» **EXERCISE GOAL**: This exercise calls for the whole listing to be given again exactly, without images.

» **SUPPLIED ENTRIES**:

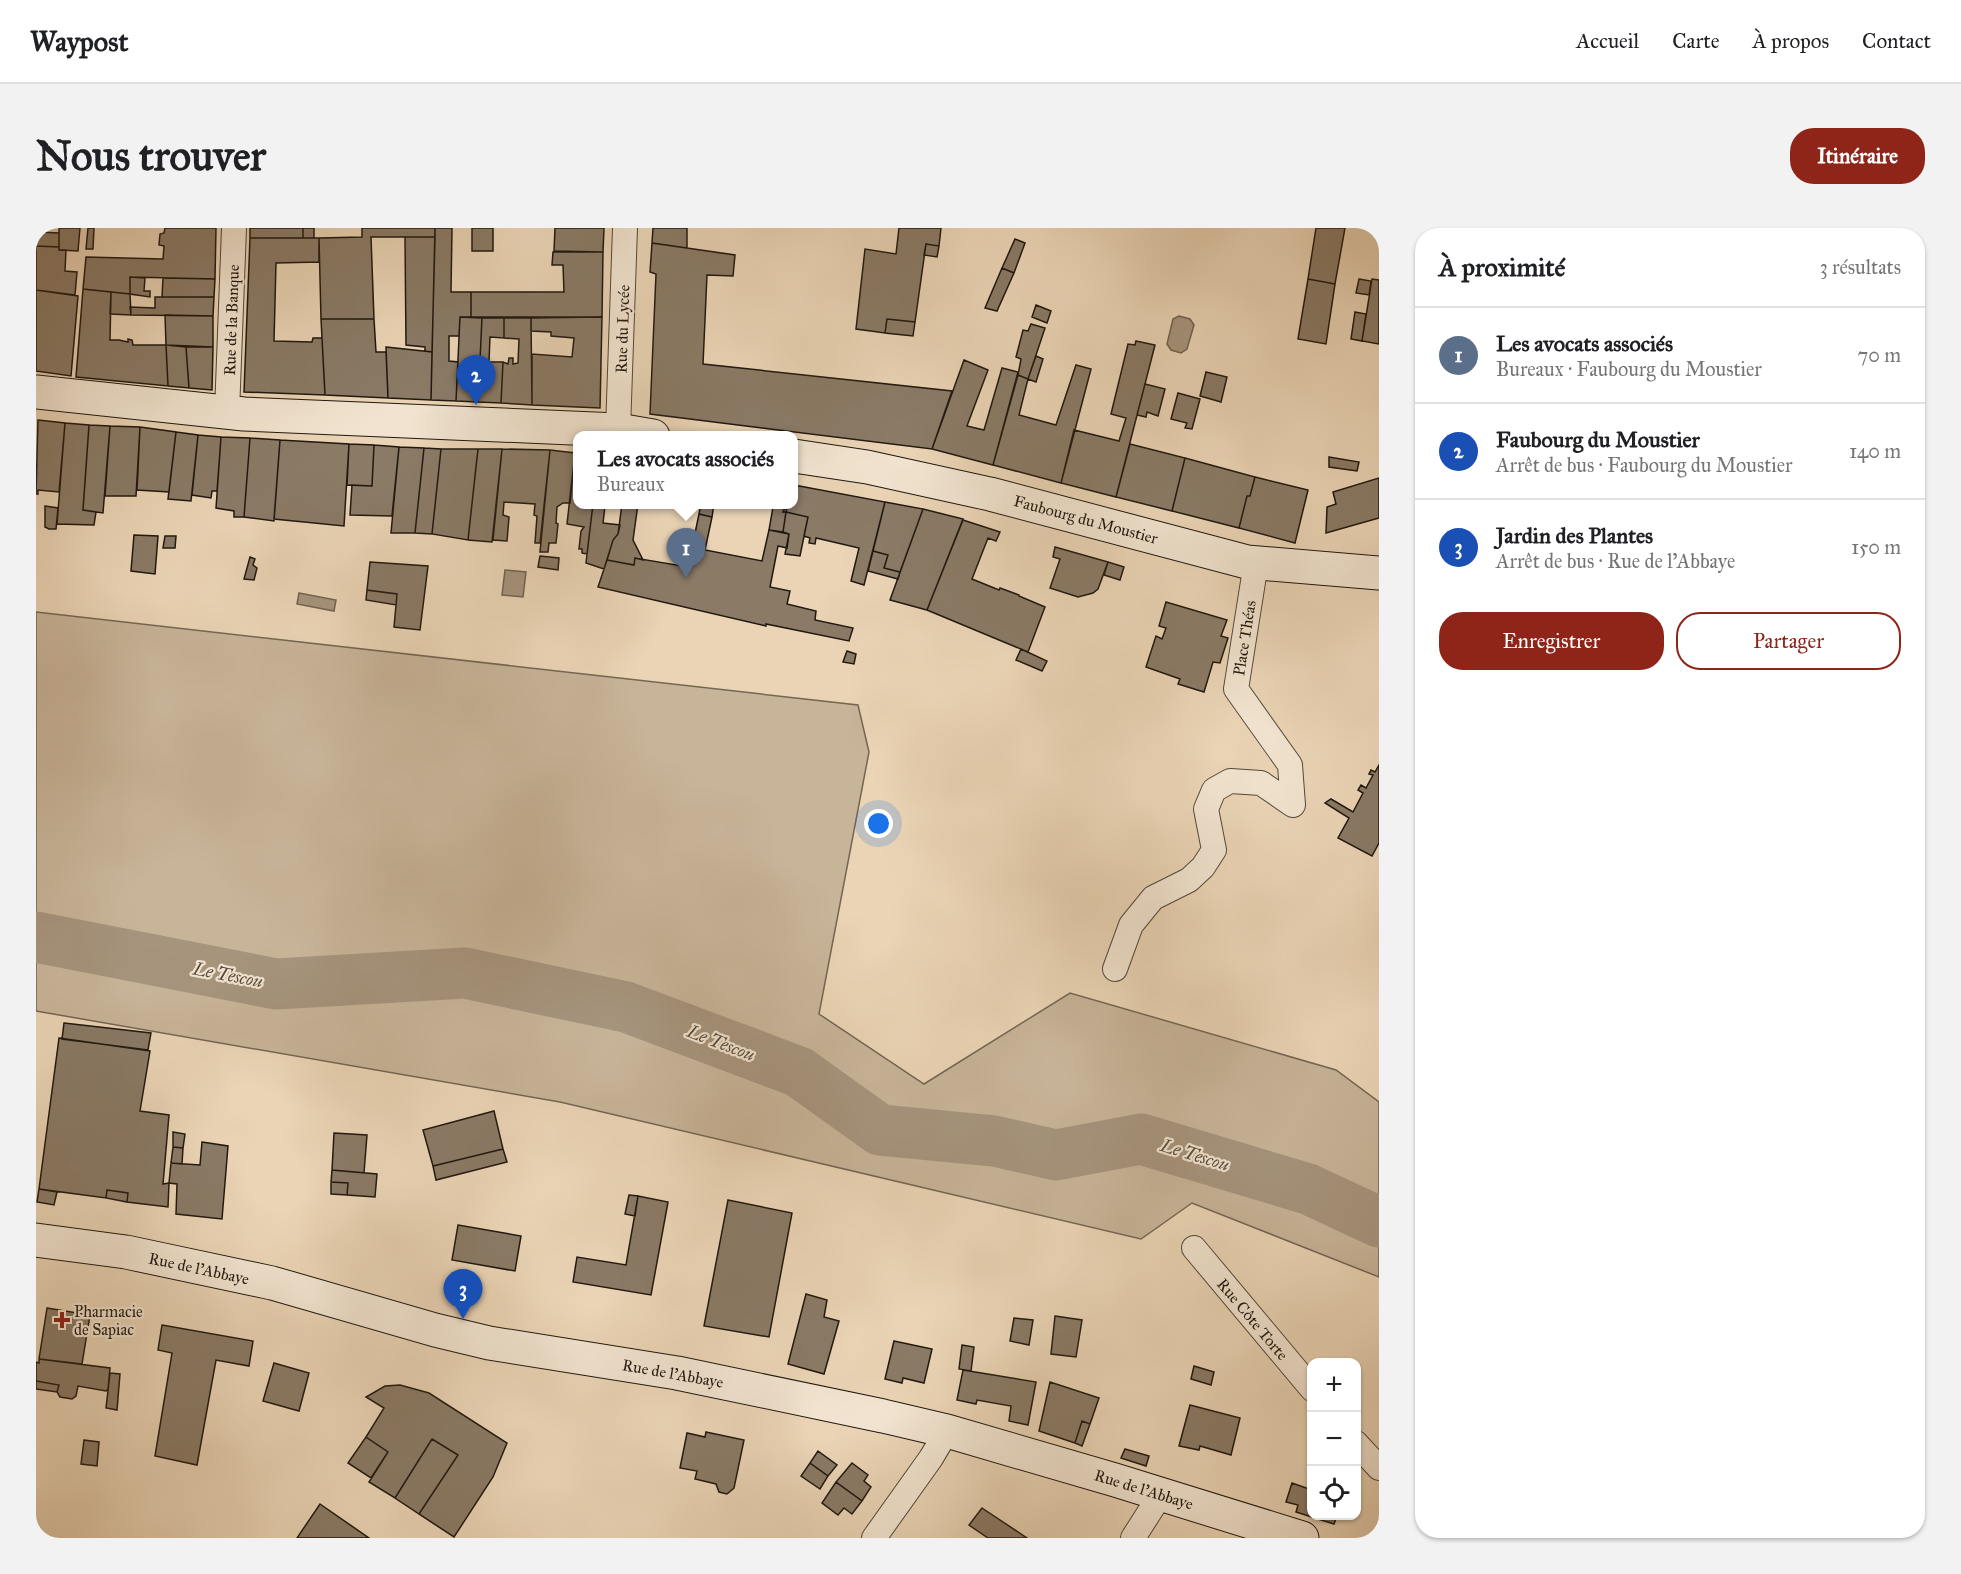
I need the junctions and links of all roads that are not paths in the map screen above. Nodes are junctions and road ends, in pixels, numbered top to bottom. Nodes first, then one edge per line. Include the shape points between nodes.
1 (234, 228) edge
2 (625, 228) edge
3 (36, 392) edge
4 (227, 412) junction
5 (618, 430) junction
6 (625, 431) edge
7 (798, 457) edge
8 (1257, 563) junction
9 (1379, 573) edge
10 (1115, 969) dead end
11 (36, 1240) edge
12 (1194, 1248) dead end
13 (1307, 1384) edge
14 (947, 1431) junction
15 (1361, 1448) edge
16 (1379, 1468) edge
17 (1161, 1494) junction
18 (874, 1538) edge
19 (1132, 1538) edge
20 (1302, 1538) edge

1 - 4 street, Rue de la Banque
2 - 5 street, Rue du Lycée
3 - 4 main road
4 - 5 main road
5 - 6 main road
7 - 8 main road, Faubourg du Moustier via 990,494
8 - 9 main road, Faubourg du Moustier
8 - 10 street, Place Théas via 1236,689 1290,765 1293,805 1261,783 1230,781 1214,789 1206,809 1214,850 1189,880 1153,898 1131,924
11 - 14 main road, Rue de l'Abbaye via 126,1252 272,1283 489,1343 677,1373
12 - 13 street, Rue Côte Torte
14 - 17 main road, Rue de l'Abbaye
14 - 18 street
15 - 16 street
17 - 19 street
17 - 20 main road, Rue de l'Abbaye

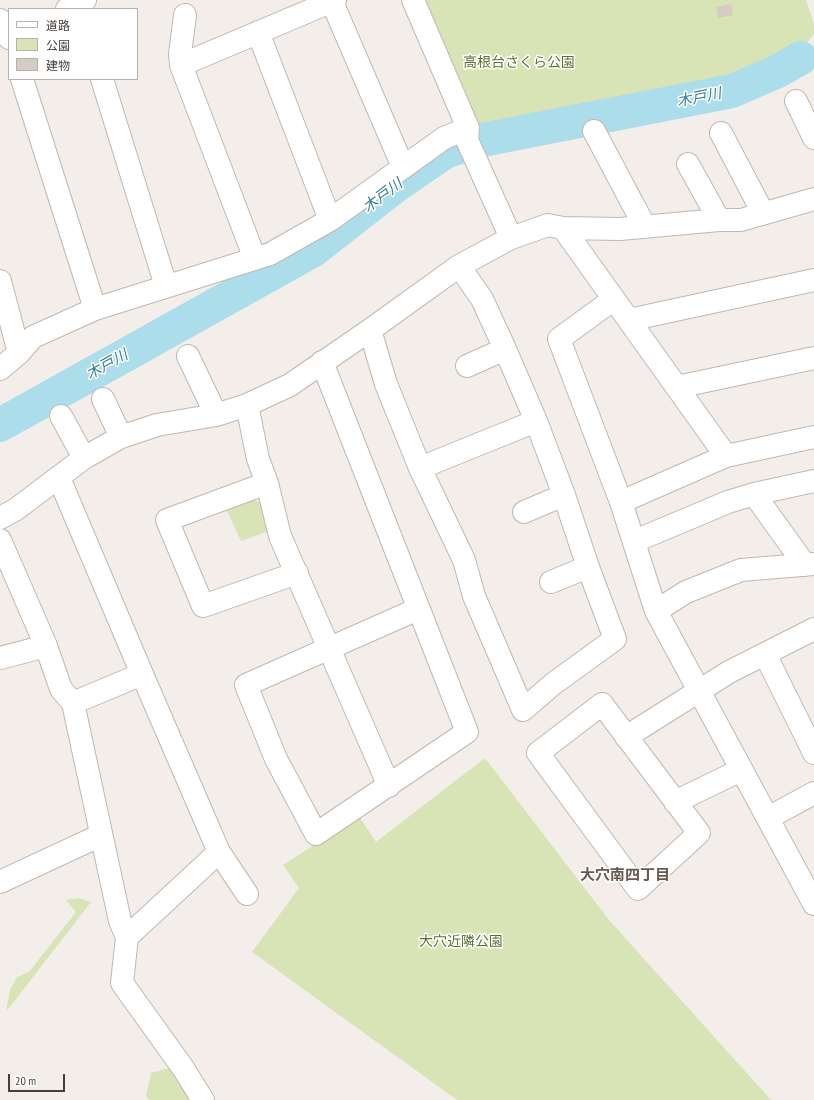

» **EXERCISE SOLUTION**:
I need the junctions and links of all roads that are not paths in the map screen above. Nodes are junctions and road ends, in pixels, numbered top to bottom. Nodes first, then one edge per line. Include the shape points between nodes.
1 (234, 228) edge
2 (625, 228) edge
3 (36, 392) edge
4 (227, 412) junction
5 (618, 430) junction
6 (625, 431) edge
7 (798, 457) edge
8 (1257, 563) junction
9 (1379, 573) edge
10 (1115, 969) dead end
11 (36, 1240) edge
12 (1194, 1248) dead end
13 (1307, 1384) edge
14 (947, 1431) junction
15 (1361, 1448) edge
16 (1379, 1468) edge
17 (1161, 1494) junction
18 (874, 1538) edge
19 (1132, 1538) edge
20 (1302, 1538) edge

1 - 4 street, Rue de la Banque
2 - 5 street, Rue du Lycée
3 - 4 main road
4 - 5 main road
5 - 6 main road
7 - 8 main road, Faubourg du Moustier via 990,494
8 - 9 main road, Faubourg du Moustier
8 - 10 street, Place Théas via 1236,689 1290,765 1293,805 1261,783 1230,781 1214,789 1206,809 1214,850 1189,880 1153,898 1131,924
11 - 14 main road, Rue de l'Abbaye via 126,1252 272,1283 489,1343 677,1373
12 - 13 street, Rue Côte Torte
14 - 17 main road, Rue de l'Abbaye
14 - 18 street
15 - 16 street
17 - 19 street
17 - 20 main road, Rue de l'Abbaye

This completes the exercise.